Core Concepts
S3Editor is a novel framework that comprehensively addresses the challenges in face video editing by introducing a self-training strategy, a semantic disentangled architecture, and a sparse learning technique to improve identity preservation, editing faithfulness, and temporal consistency.
Abstract
The paper introduces S3Editor, a Sparse Semantic-Disentangled Self-Training framework for face video editing. The key contributions are:
Self-Training Strategy:
Addresses the scarcity of supervised paired data for face video editing.
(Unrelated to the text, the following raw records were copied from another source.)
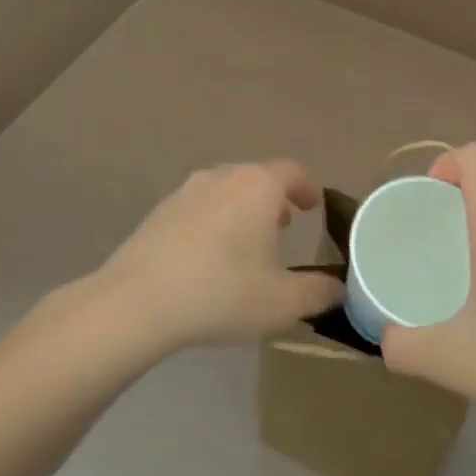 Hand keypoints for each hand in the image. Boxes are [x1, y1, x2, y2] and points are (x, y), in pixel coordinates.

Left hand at [92, 161, 340, 352]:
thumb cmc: (221, 293)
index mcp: (258, 186)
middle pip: (257, 177)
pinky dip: (213, 221)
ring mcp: (186, 191)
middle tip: (283, 227)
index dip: (308, 187)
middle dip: (275, 199)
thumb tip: (339, 289)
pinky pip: (199, 207)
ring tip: (246, 243)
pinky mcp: (159, 212)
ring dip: (242, 209)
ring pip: (226, 190)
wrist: (136, 303)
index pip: (293, 172)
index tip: (313, 206)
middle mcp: (223, 177)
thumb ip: (319, 293)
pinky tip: (208, 257)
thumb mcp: (283, 302) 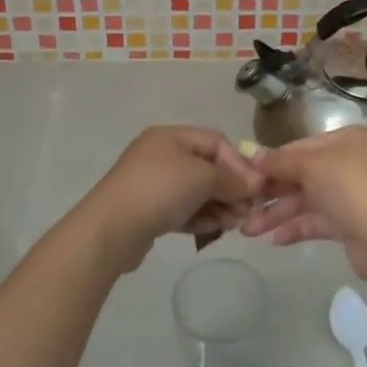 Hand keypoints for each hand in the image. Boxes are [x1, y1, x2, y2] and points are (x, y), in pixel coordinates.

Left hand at [77, 127, 259, 269]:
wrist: (111, 229)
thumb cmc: (160, 190)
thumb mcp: (204, 178)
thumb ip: (232, 179)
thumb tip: (254, 185)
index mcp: (171, 136)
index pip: (217, 142)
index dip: (239, 163)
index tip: (255, 189)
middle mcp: (161, 154)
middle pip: (207, 167)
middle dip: (230, 189)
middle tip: (245, 212)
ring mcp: (152, 182)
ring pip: (196, 190)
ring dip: (217, 205)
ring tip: (230, 225)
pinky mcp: (148, 209)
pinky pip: (181, 208)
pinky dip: (198, 217)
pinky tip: (210, 230)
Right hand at [239, 127, 366, 285]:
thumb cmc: (351, 188)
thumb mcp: (312, 166)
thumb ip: (280, 160)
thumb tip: (252, 155)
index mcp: (347, 141)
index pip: (301, 146)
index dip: (272, 160)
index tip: (244, 175)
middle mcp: (350, 163)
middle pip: (302, 174)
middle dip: (271, 191)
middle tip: (241, 205)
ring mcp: (351, 195)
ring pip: (306, 200)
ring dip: (277, 213)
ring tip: (248, 230)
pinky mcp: (350, 224)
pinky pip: (316, 221)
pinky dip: (296, 228)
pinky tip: (274, 239) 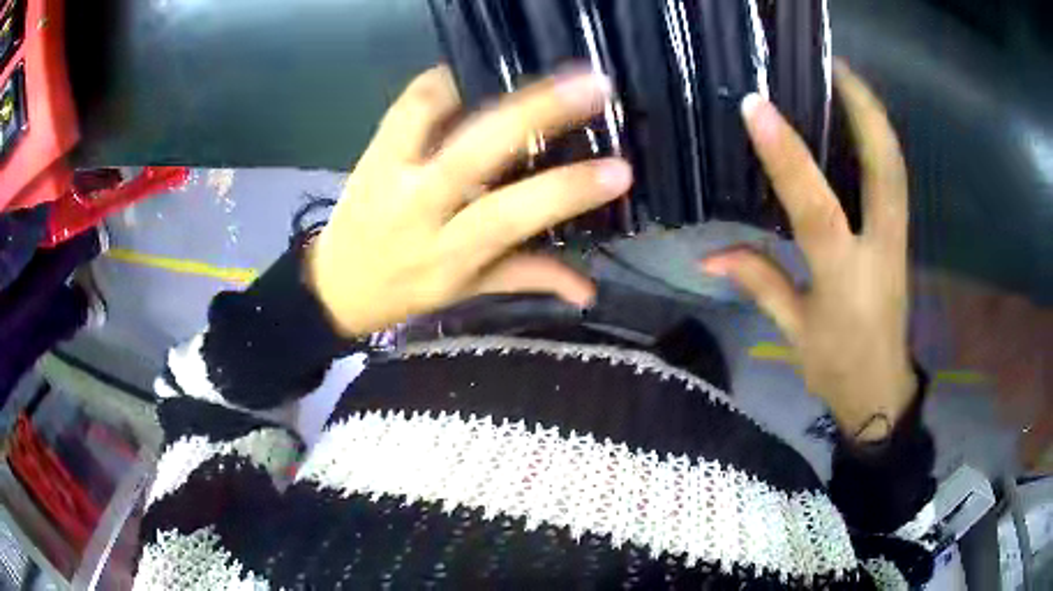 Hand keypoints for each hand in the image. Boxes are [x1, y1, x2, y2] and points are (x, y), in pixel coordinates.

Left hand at [307, 65, 632, 336]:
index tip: (619, 170)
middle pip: (475, 150)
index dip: (567, 191)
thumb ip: (530, 278)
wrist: (335, 284)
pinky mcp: (370, 151)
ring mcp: (389, 172)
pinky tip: (467, 76)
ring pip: (428, 115)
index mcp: (450, 251)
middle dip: (537, 111)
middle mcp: (419, 207)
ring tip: (523, 67)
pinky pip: (403, 106)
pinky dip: (437, 83)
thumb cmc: (406, 291)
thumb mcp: (468, 291)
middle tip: (590, 83)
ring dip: (478, 83)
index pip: (514, 214)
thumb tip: (589, 290)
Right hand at [703, 62, 915, 440]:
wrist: (882, 390)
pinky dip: (880, 141)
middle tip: (830, 64)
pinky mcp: (900, 235)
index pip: (817, 208)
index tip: (757, 106)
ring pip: (895, 166)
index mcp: (845, 278)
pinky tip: (860, 120)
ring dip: (874, 116)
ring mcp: (897, 238)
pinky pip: (894, 178)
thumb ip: (759, 282)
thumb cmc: (836, 367)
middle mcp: (880, 247)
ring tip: (844, 77)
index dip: (787, 156)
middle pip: (885, 168)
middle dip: (863, 109)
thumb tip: (706, 257)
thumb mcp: (794, 332) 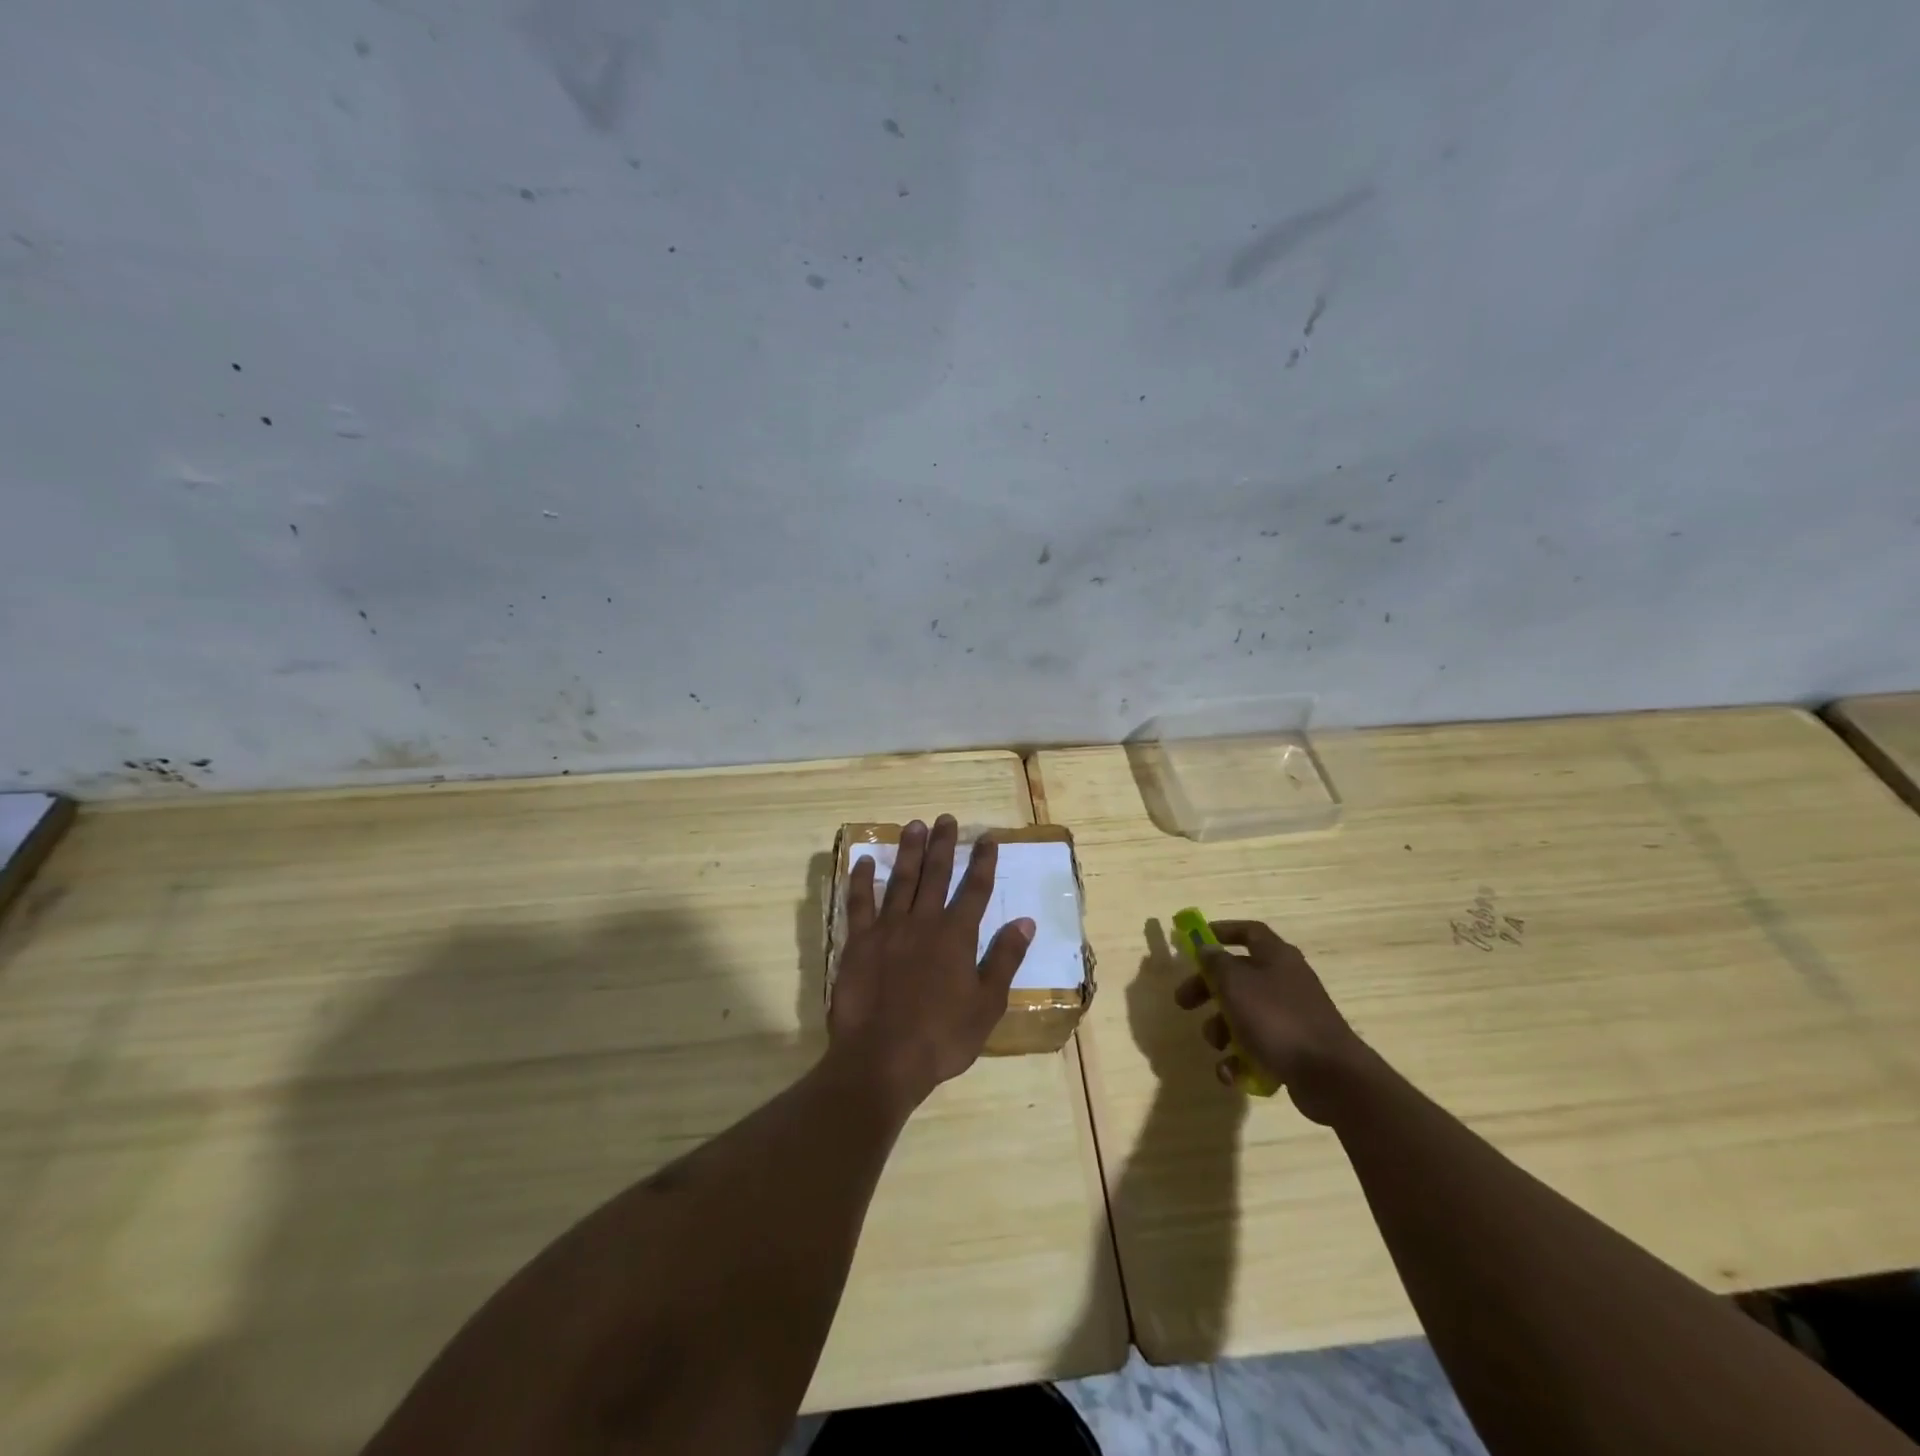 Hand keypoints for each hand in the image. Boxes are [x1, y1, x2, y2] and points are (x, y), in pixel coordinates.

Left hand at [829, 815, 1034, 1110]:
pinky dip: (862, 880)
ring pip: (901, 880)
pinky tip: (865, 861)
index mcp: (956, 936)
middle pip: (936, 874)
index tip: (987, 838)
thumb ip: (1004, 959)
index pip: (974, 889)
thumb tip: (1025, 920)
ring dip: (908, 851)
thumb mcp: (986, 1005)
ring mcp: (888, 929)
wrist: (882, 1059)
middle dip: (943, 845)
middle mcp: (923, 922)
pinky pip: (859, 903)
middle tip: (946, 818)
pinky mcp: (858, 942)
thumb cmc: (941, 1038)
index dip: (982, 862)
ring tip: (914, 825)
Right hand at [1174, 920, 1370, 1123]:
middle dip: (1208, 990)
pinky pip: (1258, 1047)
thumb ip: (1216, 963)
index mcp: (1276, 957)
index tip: (1196, 942)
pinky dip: (1240, 1059)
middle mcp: (1285, 981)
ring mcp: (1292, 1017)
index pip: (1249, 932)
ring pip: (1244, 1015)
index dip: (1222, 931)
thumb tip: (1206, 948)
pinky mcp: (1294, 1049)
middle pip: (1238, 976)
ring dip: (1222, 1029)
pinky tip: (1230, 1073)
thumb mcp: (1236, 984)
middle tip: (1184, 1003)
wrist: (1330, 1076)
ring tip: (1216, 1045)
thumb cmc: (1277, 1019)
Generates pseudo-edited facial representations by uniformly sampling from an editing attribute pool.
Designs objectives for identity preservation and editing faithfulness to semi-supervise the training process.
Enhances the generalization capabilities of existing models, leading to superior editing results.
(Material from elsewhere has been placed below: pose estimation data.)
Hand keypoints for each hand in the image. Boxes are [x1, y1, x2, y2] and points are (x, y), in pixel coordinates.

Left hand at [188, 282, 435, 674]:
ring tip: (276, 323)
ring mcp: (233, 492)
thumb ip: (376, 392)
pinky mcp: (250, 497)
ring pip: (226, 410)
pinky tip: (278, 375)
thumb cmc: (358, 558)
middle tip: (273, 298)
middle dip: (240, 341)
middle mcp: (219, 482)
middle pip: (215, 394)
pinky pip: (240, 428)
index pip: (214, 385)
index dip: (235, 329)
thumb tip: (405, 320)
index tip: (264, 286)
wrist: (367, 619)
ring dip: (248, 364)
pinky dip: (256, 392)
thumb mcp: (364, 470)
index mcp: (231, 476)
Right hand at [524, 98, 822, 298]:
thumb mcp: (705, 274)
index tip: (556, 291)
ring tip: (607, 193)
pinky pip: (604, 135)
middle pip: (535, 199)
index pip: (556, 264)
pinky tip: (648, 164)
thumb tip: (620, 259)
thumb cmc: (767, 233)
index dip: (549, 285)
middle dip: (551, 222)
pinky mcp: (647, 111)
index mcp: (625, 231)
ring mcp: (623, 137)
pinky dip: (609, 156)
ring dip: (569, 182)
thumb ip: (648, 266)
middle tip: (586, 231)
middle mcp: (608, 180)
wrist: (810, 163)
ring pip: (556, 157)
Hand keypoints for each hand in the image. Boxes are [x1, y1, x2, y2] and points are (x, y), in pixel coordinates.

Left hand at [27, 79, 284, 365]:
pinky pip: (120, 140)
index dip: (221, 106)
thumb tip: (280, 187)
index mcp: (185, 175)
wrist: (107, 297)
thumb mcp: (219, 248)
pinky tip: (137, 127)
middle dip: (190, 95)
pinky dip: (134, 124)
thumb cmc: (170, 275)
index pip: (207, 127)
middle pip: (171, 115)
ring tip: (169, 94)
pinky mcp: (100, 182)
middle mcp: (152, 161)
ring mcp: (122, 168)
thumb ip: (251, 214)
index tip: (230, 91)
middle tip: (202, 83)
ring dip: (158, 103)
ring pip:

Semantic Disentangled Editing Architecture:
Classifies all potential edits into multiple clusters based on their semantic representations.
Establishes a learnable transformation specific to each cluster.
Dynamically activates the transformations based on the specific edit demand, enabling an adaptive editing framework.
Augments the model's capacity and complements the self-training strategies.
Sparse Learning to Avoid Over-Editing:
Partitions facial latent representations into multiple distinct regions.
Actively promotes region sparsity during the training process.
Enables the model to recognize and transform only the most pertinent facial areas for each specific edit.
Contributes to more precise editing and enhances the semantic disentangled architecture.
The proposed S3Editor framework is model-agnostic and compatible with various face video editing methods, such as the GAN-based Latent Transformer and the diffusion-based DiffVAE. Comprehensive qualitative and quantitative results demonstrate that S3Editor significantly improves identity preservation, editing faithfulness, and temporal consistency, while avoiding over-editing.
Stats
The face video dataset used for training and evaluation is VoxCeleb.
Each frame is resized to 256x256 resolution.